Copy out each entry precisely; no image belongs in the result.
▬▬▬
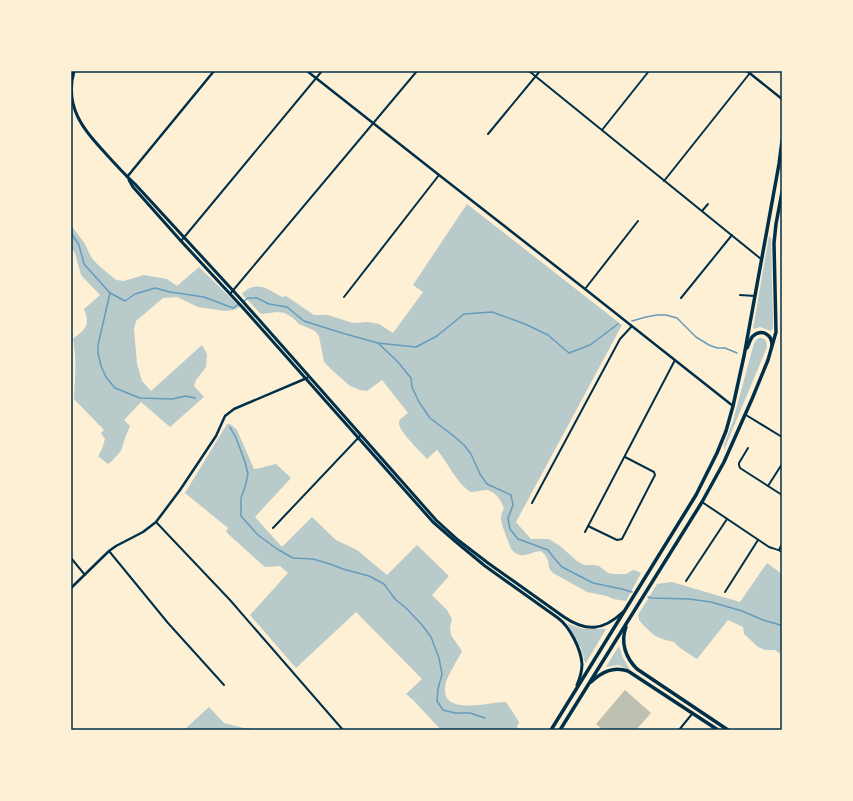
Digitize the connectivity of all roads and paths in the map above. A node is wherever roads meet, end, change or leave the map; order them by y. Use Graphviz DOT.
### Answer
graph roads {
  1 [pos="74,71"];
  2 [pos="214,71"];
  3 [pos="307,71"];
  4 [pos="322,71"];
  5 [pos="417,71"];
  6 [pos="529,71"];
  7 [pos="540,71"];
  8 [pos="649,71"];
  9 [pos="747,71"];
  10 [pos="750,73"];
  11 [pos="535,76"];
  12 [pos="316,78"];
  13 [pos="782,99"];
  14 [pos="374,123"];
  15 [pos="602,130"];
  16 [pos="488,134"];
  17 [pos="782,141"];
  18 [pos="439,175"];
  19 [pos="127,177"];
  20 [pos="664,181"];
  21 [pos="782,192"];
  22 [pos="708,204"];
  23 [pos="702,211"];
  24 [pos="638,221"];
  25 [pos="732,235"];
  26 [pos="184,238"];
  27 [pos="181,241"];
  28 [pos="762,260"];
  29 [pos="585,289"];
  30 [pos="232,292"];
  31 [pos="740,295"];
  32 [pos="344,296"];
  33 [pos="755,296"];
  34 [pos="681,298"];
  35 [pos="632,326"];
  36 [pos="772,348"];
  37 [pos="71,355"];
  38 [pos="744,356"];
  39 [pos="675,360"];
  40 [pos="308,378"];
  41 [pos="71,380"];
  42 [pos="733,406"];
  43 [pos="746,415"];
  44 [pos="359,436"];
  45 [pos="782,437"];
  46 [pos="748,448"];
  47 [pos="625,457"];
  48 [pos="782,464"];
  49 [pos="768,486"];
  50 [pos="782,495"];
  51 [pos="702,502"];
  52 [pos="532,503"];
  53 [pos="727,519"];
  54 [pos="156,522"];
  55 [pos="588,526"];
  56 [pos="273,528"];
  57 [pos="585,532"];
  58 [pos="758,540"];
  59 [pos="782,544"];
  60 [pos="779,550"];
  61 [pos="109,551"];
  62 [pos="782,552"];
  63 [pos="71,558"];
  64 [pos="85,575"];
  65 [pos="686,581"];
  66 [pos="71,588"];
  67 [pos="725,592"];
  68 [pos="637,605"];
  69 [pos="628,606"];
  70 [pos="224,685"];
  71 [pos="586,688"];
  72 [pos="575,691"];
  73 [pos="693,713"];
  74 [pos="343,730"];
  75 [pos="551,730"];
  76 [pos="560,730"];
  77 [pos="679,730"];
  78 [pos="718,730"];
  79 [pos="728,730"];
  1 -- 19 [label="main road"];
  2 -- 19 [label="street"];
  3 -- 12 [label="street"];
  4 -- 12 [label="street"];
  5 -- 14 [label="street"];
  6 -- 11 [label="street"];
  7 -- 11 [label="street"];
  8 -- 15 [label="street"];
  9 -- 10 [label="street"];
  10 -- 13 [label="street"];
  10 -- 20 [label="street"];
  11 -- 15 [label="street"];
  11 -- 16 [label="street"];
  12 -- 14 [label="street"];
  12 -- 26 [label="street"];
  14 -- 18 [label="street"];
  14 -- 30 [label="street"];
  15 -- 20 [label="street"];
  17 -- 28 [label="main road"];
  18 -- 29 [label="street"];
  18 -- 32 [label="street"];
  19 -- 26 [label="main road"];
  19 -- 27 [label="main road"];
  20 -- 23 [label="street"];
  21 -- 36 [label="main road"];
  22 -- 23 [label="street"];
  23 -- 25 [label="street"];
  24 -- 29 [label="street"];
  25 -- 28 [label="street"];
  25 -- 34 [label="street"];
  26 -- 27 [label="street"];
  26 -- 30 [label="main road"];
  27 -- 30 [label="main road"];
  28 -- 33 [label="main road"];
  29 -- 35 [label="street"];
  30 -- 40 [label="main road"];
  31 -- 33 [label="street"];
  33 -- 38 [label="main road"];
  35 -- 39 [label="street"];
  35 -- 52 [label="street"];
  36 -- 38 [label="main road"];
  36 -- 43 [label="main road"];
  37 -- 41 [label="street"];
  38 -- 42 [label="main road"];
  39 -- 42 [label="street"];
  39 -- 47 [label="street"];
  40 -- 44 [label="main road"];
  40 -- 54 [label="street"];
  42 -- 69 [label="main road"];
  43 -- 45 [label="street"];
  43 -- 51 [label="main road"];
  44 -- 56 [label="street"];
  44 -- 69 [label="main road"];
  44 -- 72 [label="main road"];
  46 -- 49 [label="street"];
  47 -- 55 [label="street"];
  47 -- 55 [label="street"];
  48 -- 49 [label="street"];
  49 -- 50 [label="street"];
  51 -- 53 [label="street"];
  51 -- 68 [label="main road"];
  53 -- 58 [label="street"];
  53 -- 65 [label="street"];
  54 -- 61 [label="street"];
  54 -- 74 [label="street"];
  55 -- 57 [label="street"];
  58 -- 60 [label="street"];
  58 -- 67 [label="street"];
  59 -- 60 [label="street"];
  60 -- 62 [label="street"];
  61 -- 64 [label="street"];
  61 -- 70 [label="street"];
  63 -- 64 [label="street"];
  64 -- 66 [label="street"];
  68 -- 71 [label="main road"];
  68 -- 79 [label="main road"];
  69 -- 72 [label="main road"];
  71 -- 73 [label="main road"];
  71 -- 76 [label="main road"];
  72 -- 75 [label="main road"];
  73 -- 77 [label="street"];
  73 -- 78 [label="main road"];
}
▬▬▬
#### [EXPECTED ANSWER]
Digitize the connectivity of all roads and paths in the map above. A node is wherever roads meet, end, change or leave the map; order them by y. Use Graphviz DOT.
### Answer
graph roads {
  1 [pos="74,71"];
  2 [pos="214,71"];
  3 [pos="307,71"];
  4 [pos="322,71"];
  5 [pos="417,71"];
  6 [pos="529,71"];
  7 [pos="540,71"];
  8 [pos="649,71"];
  9 [pos="747,71"];
  10 [pos="750,73"];
  11 [pos="535,76"];
  12 [pos="316,78"];
  13 [pos="782,99"];
  14 [pos="374,123"];
  15 [pos="602,130"];
  16 [pos="488,134"];
  17 [pos="782,141"];
  18 [pos="439,175"];
  19 [pos="127,177"];
  20 [pos="664,181"];
  21 [pos="782,192"];
  22 [pos="708,204"];
  23 [pos="702,211"];
  24 [pos="638,221"];
  25 [pos="732,235"];
  26 [pos="184,238"];
  27 [pos="181,241"];
  28 [pos="762,260"];
  29 [pos="585,289"];
  30 [pos="232,292"];
  31 [pos="740,295"];
  32 [pos="344,296"];
  33 [pos="755,296"];
  34 [pos="681,298"];
  35 [pos="632,326"];
  36 [pos="772,348"];
  37 [pos="71,355"];
  38 [pos="744,356"];
  39 [pos="675,360"];
  40 [pos="308,378"];
  41 [pos="71,380"];
  42 [pos="733,406"];
  43 [pos="746,415"];
  44 [pos="359,436"];
  45 [pos="782,437"];
  46 [pos="748,448"];
  47 [pos="625,457"];
  48 [pos="782,464"];
  49 [pos="768,486"];
  50 [pos="782,495"];
  51 [pos="702,502"];
  52 [pos="532,503"];
  53 [pos="727,519"];
  54 [pos="156,522"];
  55 [pos="588,526"];
  56 [pos="273,528"];
  57 [pos="585,532"];
  58 [pos="758,540"];
  59 [pos="782,544"];
  60 [pos="779,550"];
  61 [pos="109,551"];
  62 [pos="782,552"];
  63 [pos="71,558"];
  64 [pos="85,575"];
  65 [pos="686,581"];
  66 [pos="71,588"];
  67 [pos="725,592"];
  68 [pos="637,605"];
  69 [pos="628,606"];
  70 [pos="224,685"];
  71 [pos="586,688"];
  72 [pos="575,691"];
  73 [pos="693,713"];
  74 [pos="343,730"];
  75 [pos="551,730"];
  76 [pos="560,730"];
  77 [pos="679,730"];
  78 [pos="718,730"];
  79 [pos="728,730"];
  1 -- 19 [label="main road"];
  2 -- 19 [label="street"];
  3 -- 12 [label="street"];
  4 -- 12 [label="street"];
  5 -- 14 [label="street"];
  6 -- 11 [label="street"];
  7 -- 11 [label="street"];
  8 -- 15 [label="street"];
  9 -- 10 [label="street"];
  10 -- 13 [label="street"];
  10 -- 20 [label="street"];
  11 -- 15 [label="street"];
  11 -- 16 [label="street"];
  12 -- 14 [label="street"];
  12 -- 26 [label="street"];
  14 -- 18 [label="street"];
  14 -- 30 [label="street"];
  15 -- 20 [label="street"];
  17 -- 28 [label="main road"];
  18 -- 29 [label="street"];
  18 -- 32 [label="street"];
  19 -- 26 [label="main road"];
  19 -- 27 [label="main road"];
  20 -- 23 [label="street"];
  21 -- 36 [label="main road"];
  22 -- 23 [label="street"];
  23 -- 25 [label="street"];
  24 -- 29 [label="street"];
  25 -- 28 [label="street"];
  25 -- 34 [label="street"];
  26 -- 27 [label="street"];
  26 -- 30 [label="main road"];
  27 -- 30 [label="main road"];
  28 -- 33 [label="main road"];
  29 -- 35 [label="street"];
  30 -- 40 [label="main road"];
  31 -- 33 [label="street"];
  33 -- 38 [label="main road"];
  35 -- 39 [label="street"];
  35 -- 52 [label="street"];
  36 -- 38 [label="main road"];
  36 -- 43 [label="main road"];
  37 -- 41 [label="street"];
  38 -- 42 [label="main road"];
  39 -- 42 [label="street"];
  39 -- 47 [label="street"];
  40 -- 44 [label="main road"];
  40 -- 54 [label="street"];
  42 -- 69 [label="main road"];
  43 -- 45 [label="street"];
  43 -- 51 [label="main road"];
  44 -- 56 [label="street"];
  44 -- 69 [label="main road"];
  44 -- 72 [label="main road"];
  46 -- 49 [label="street"];
  47 -- 55 [label="street"];
  47 -- 55 [label="street"];
  48 -- 49 [label="street"];
  49 -- 50 [label="street"];
  51 -- 53 [label="street"];
  51 -- 68 [label="main road"];
  53 -- 58 [label="street"];
  53 -- 65 [label="street"];
  54 -- 61 [label="street"];
  54 -- 74 [label="street"];
  55 -- 57 [label="street"];
  58 -- 60 [label="street"];
  58 -- 67 [label="street"];
  59 -- 60 [label="street"];
  60 -- 62 [label="street"];
  61 -- 64 [label="street"];
  61 -- 70 [label="street"];
  63 -- 64 [label="street"];
  64 -- 66 [label="street"];
  68 -- 71 [label="main road"];
  68 -- 79 [label="main road"];
  69 -- 72 [label="main road"];
  71 -- 73 [label="main road"];
  71 -- 76 [label="main road"];
  72 -- 75 [label="main road"];
  73 -- 77 [label="street"];
  73 -- 78 [label="main road"];
}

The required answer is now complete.